YOUR DRIVER: Yes, but I'll need the address first.
EXTREMELY DRUNK GIRL: Just drive, I'll find it.
YOUR DRIVER: I want to be sure that I'm not driving in the wrong direction.
EXTREMELY DRUNK GIRL: Okay, okay, hang on.
[five minutes pass]
YOUR DRIVER: I'm turning on the meter.
EXTREMELY DRUNK GIRL: Whatever.
[five minutes pass]
YOUR DRIVER: You got that address yet?
EXTREMELY DRUNK GIRL: What?
YOUR DRIVER: The address. That I'm bringing you to.
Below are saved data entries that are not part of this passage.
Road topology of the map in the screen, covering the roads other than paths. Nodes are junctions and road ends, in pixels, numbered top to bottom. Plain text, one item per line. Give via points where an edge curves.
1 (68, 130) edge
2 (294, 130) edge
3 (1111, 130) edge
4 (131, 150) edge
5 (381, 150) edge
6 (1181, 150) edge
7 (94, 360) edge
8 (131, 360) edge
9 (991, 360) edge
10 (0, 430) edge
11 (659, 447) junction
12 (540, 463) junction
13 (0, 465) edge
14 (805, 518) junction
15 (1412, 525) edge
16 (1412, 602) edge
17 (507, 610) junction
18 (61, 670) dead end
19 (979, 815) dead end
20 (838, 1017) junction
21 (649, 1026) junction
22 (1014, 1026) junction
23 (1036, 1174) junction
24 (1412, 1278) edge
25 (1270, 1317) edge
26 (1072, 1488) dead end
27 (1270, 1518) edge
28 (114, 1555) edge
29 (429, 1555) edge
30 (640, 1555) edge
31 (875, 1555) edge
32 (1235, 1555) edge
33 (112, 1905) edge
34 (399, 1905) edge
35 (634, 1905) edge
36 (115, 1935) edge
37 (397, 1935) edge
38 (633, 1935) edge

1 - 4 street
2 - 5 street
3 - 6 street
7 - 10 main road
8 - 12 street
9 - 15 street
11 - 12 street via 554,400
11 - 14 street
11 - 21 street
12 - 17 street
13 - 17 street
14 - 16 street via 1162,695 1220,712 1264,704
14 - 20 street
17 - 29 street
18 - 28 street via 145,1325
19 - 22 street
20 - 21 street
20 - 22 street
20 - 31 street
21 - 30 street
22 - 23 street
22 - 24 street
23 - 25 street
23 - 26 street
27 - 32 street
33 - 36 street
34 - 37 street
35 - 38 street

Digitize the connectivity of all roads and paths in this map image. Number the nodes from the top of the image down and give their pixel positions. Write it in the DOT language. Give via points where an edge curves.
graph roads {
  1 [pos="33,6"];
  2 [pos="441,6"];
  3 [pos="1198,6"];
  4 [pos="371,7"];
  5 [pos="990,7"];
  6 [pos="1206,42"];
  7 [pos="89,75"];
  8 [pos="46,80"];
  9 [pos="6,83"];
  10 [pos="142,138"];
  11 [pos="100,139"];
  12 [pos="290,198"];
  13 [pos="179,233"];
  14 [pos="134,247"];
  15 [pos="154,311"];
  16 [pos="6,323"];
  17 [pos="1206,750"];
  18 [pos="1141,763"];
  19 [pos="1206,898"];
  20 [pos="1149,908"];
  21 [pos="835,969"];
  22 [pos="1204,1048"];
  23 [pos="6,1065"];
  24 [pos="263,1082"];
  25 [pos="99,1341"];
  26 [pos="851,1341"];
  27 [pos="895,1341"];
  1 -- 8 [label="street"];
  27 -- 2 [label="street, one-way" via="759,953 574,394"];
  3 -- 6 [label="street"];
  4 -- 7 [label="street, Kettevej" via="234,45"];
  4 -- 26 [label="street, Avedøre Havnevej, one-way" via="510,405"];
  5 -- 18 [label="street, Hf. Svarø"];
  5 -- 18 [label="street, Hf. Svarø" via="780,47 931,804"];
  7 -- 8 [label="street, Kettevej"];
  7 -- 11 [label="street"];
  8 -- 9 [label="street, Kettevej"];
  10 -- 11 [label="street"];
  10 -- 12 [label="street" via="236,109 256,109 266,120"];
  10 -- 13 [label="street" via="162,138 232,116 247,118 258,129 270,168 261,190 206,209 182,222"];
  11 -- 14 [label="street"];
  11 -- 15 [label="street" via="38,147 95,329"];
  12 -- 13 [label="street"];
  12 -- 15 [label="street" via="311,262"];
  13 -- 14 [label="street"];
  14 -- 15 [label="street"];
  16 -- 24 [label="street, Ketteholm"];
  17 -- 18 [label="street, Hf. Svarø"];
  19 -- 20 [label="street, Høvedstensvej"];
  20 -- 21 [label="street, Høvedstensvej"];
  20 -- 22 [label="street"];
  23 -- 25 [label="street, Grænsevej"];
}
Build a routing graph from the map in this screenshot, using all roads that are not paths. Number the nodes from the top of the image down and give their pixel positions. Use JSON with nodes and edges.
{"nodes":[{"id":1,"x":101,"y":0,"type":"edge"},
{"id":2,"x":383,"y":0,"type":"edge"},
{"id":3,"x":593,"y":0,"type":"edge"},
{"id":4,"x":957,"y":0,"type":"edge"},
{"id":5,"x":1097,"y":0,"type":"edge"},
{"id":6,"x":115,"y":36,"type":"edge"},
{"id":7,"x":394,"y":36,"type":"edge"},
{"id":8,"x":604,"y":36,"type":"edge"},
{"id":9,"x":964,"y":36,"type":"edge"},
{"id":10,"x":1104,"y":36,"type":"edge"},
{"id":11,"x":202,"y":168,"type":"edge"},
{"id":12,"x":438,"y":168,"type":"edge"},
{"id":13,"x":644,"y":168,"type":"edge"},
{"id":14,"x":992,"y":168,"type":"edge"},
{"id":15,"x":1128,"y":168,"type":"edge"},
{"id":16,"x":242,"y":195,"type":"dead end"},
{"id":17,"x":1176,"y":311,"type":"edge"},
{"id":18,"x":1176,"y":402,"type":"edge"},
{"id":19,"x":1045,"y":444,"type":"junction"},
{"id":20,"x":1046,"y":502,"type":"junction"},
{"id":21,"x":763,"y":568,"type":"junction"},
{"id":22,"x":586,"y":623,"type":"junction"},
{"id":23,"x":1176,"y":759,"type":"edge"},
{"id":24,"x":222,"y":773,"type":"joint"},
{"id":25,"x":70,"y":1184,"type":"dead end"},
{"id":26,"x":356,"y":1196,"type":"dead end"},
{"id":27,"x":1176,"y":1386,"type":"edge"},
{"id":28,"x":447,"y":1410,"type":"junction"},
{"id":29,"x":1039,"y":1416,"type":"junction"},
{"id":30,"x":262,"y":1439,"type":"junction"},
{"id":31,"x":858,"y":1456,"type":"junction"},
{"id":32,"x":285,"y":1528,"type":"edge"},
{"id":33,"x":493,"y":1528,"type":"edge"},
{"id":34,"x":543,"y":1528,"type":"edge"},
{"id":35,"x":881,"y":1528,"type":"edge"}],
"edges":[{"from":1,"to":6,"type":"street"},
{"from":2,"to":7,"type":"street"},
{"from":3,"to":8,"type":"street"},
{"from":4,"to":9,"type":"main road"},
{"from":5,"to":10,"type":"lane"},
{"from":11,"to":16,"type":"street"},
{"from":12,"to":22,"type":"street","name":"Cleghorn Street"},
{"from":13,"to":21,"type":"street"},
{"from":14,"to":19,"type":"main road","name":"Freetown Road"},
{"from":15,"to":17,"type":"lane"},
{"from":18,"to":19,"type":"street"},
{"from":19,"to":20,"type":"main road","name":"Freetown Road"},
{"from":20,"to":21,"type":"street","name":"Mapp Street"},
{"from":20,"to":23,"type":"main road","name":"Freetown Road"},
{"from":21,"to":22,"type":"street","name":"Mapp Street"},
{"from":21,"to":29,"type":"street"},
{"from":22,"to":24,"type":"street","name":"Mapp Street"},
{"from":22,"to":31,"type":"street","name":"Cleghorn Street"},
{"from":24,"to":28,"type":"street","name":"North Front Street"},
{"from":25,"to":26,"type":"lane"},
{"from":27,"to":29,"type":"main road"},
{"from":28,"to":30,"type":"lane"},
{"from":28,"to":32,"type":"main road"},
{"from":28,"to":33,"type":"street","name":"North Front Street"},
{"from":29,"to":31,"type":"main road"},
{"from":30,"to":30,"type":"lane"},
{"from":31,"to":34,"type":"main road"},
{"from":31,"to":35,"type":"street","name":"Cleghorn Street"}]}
EXTREMELY DRUNK GIRL: I can't find it. Let me call him.
YOUR DRIVER: Okay.
EXTREMELY DRUNK GIRL: [on phone] Hi, honey! I'm coming over right now. I'm in a cab. How do we get there? [pause] Are we on Colfax?
YOUR DRIVER: N- It doesn't matter where we are, where is
he?
EXTREMELY DRUNK GIRL: [on phone] No, it's a white guy. Where do we go? [pause] He says if we're on Colfax, just head east about two miles until you see the Grease Monkey, and then-
YOUR DRIVER: We're not on Colfax, and I'm a fucking cab driver. Just ask him for the address.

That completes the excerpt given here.